55. Is a paradigmatic use of IBM emerging? In the realm of theory, the individual-based approach provides an avenue for important theoretical progress in ecology. E. O. Wilson (1975) forecast that behavioral ecology and population ecology would be tightly interfaced by the end of the 20th century. Much of this interfacing, if it is to occur, will be accomplished through the extension of population models to incorporate the behavior and energetics of individual organisms in a realistic way. This will pave the way towards theory reduction, or interpreting the "higher level phenomena" of population dynamics in terms of "lower level processes" or mechanisms at the individual level (Schrader-Frechette and McCoy 1993). Because theory reduction is one of the ultimate goals of science, and because theory reduction is a form of simplification in science, the basing of population modeling on individual behavior is a step towards the consolidation and simplification of ecological theory.

57. Ignore following slides

58. Level 1of IBM continuum: Discreteness and local interactions Examples: Smith (1991) Question: How do non-random strategies of predators and prey affect the stability of the predator prey interactions? If natural selection can occur, which searching rules will succeed? Model structure and variables: Landscape of L x L lattice cells, prey individuals, predator individuals Mechanisms : Prey individuals have probability of dividing that is inversely density dependent, probability of mortality on each time step. Predator individuals probability of capturing prey in their vicinity and are temporarily "satisfied" after capturing a prey item, reproduce with a probability dependent on recent prey capture, have a probability of dying that depends on recent prey capture. Movement: the majority of predators and prey initially moved randomly, but an initial 2-3% of predators followed one of six different movement strategies, such as movement of predators towards prey concentrations. Mutations in predator migration rates could occur, but more active migration diverted energy away from reproduction Results show movement rules have different success, and affect dynamics differently. Successful rules can eventually dominate.

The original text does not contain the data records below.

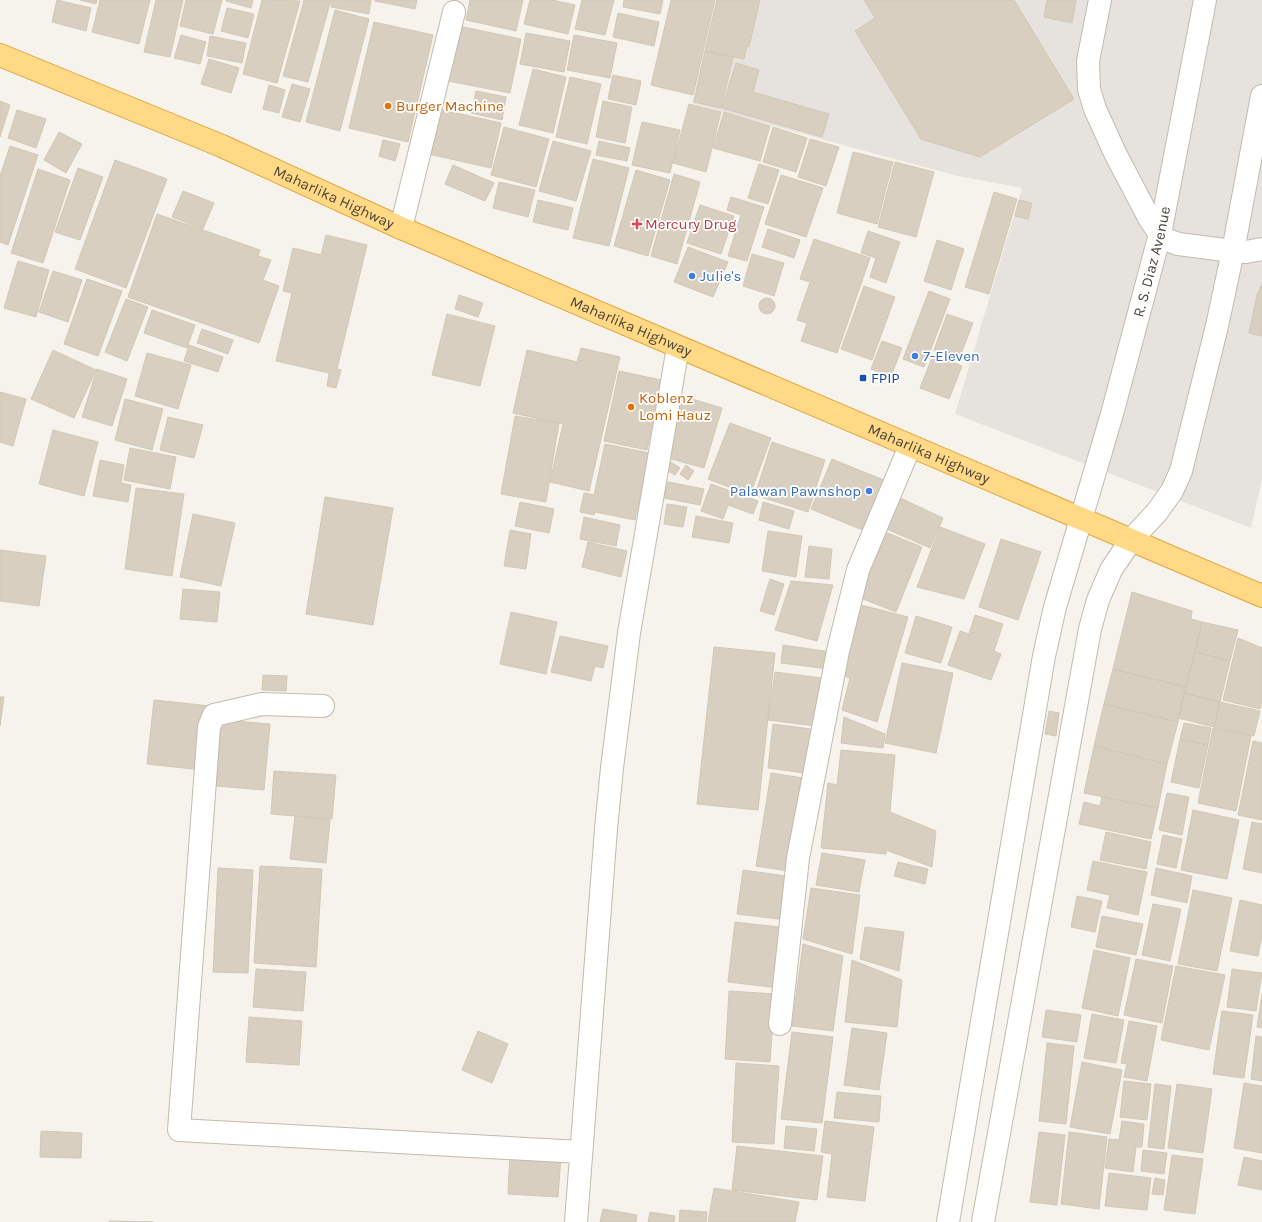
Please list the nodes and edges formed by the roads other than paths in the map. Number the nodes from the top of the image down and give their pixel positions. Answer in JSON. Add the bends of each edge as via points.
{"nodes":[{"id":1,"x":1100,"y":0,"type":"edge"},
{"id":2,"x":1205,"y":0,"type":"edge"},
{"id":3,"x":454,"y":12,"type":"dead end"},
{"id":4,"x":0,"y":55,"type":"edge"},
{"id":5,"x":1262,"y":96,"type":"edge"},
{"id":6,"x":401,"y":228,"type":"junction"},
{"id":7,"x":1160,"y":234,"type":"junction"},
{"id":8,"x":1262,"y":249,"type":"edge"},
{"id":9,"x":1233,"y":252,"type":"junction"},
{"id":10,"x":678,"y":347,"type":"junction"},
{"id":11,"x":910,"y":446,"type":"junction"},
{"id":12,"x":1081,"y":519,"type":"junction"},
{"id":13,"x":1131,"y":540,"type":"junction"},
{"id":14,"x":1262,"y":596,"type":"edge"},
{"id":15,"x":324,"y":706,"type":"dead end"},
{"id":16,"x":780,"y":1024,"type":"dead end"},
{"id":17,"x":581,"y":1152,"type":"junction"},
{"id":18,"x":576,"y":1222,"type":"edge"},
{"id":19,"x":948,"y":1222,"type":"edge"},
{"id":20,"x":983,"y":1222,"type":"edge"}],
"edges":[{"from":1,"to":7,"type":"street","via":[[1088,62],[1089,89],[1115,153]]},
{"from":2,"to":7,"type":"street","name":"R. S. Diaz Avenue"},
{"from":3,"to":6,"type":"street"},
{"from":4,"to":6,"type":"highway","name":"Maharlika Highway","via":[[222,146]]},
{"from":5,"to":9,"type":"street"},
{"from":6,"to":10,"type":"highway","name":"Maharlika Highway"},
{"from":7,"to":9,"type":"street","via":[[1178,244]]},
{"from":7,"to":12,"type":"street","name":"R. S. Diaz Avenue"},
{"from":8,"to":9,"type":"street"},
{"from":9,"to":13,"type":"street","via":[[1181,471],[1172,491],[1157,512]]},
{"from":10,"to":11,"type":"highway","name":"Maharlika Highway"},
{"from":10,"to":17,"type":"street","via":[[629,633],[612,768]]},
{"from":11,"to":12,"type":"highway","name":"Maharlika Highway"},
{"from":11,"to":16,"type":"street","via":[[858,570],[838,651],[798,858]]},
{"from":12,"to":13,"type":"highway","name":"Maharlika Highway"},
{"from":12,"to":19,"type":"street","name":"R. S. Diaz Avenue","via":[[1055,607],[1044,656]]},
{"from":13,"to":14,"type":"highway","name":"Maharlika Highway"},
{"from":13,"to":20,"type":"street","via":[[1111,570],[1098,600],[1090,628]]},
{"from":15,"to":17,"type":"street","via":[[262,704],[214,715],[209,727],[179,1130]]},
{"from":17,"to":18,"type":"street"}]}
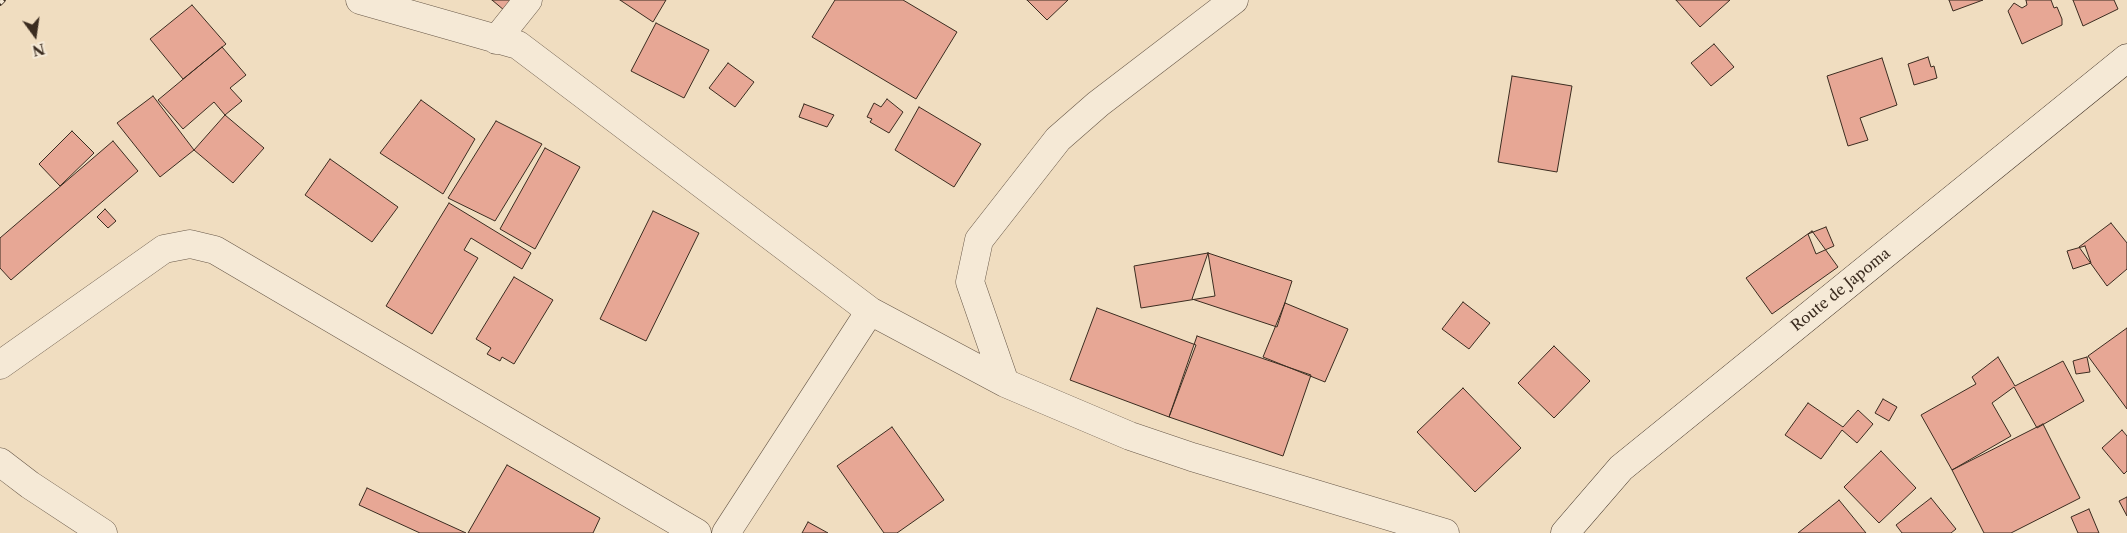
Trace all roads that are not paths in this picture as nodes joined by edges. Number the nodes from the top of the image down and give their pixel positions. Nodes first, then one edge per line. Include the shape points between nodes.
1 (360, 0) edge
2 (528, 0) edge
3 (1234, 0) edge
4 (496, 40) junction
5 (2127, 58) edge
6 (870, 312) junction
7 (0, 365) edge
8 (1005, 383) junction
9 (0, 462) edge
10 (103, 533) edge
11 (697, 533) edge
12 (726, 533) edge
13 (1445, 533) edge
14 (1565, 533) edge

1 - 4 street
2 - 4 street
3 - 8 street via 1098,104 1058,139 979,240 970,282
4 - 6 street via 518,45
5 - 14 street, Route de Japoma via 1621,468
6 - 8 street
6 - 12 street
7 - 11 street via 164,250 190,244 215,250
8 - 13 street via 1148,442
9 - 10 street

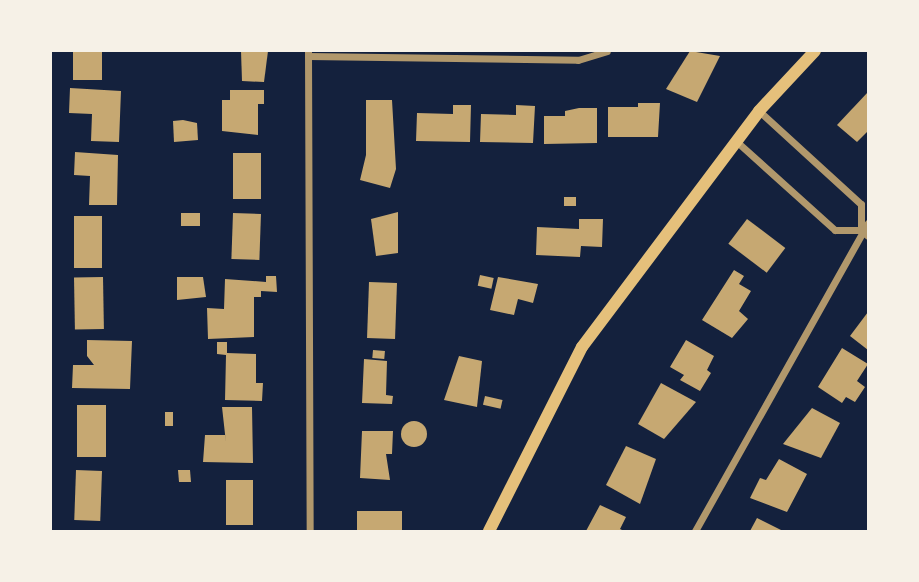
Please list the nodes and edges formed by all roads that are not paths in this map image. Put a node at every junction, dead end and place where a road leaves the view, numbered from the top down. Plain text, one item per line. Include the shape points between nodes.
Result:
1 (607, 51) edge
2 (815, 51) edge
3 (308, 53) edge
4 (759, 111) junction
5 (736, 141) junction
6 (868, 223) edge
7 (865, 233) edge
8 (310, 531) edge
9 (489, 531) edge
10 (695, 531) edge

1 - 3 street via 578,60
2 - 4 main road
3 - 8 street
4 - 5 main road
4 - 7 street via 860,204
5 - 7 street via 835,230
5 - 9 main road via 582,347
6 - 7 street
7 - 10 street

59. IBM as a method of inquiry The situation to IBM in ecology is similar: The environment is complex and individual physiological and behavioral adaptations are also complex. Accurate modeling of populations and communities must take judicious account of this complexity. If general principles are to be found for ecological systems they must be founded on the adaptations of organisms to a complex and changing environment

60. Is a paradigmatic use of IBM emerging? To address still larger questions of ecology (e.g., biodiversity), CAS/IBM could be extended to larger systems of species. Simpler (  Level 1) IBM approaches (e.g., Pachepsksy et al. 2001) have been aimed at such questions. But it seems that the IBM approach becomes most interesting when individuals have the capability of altering behavior in response to complex environment. Is this something that can be done? Huse’s work suggests that it can be.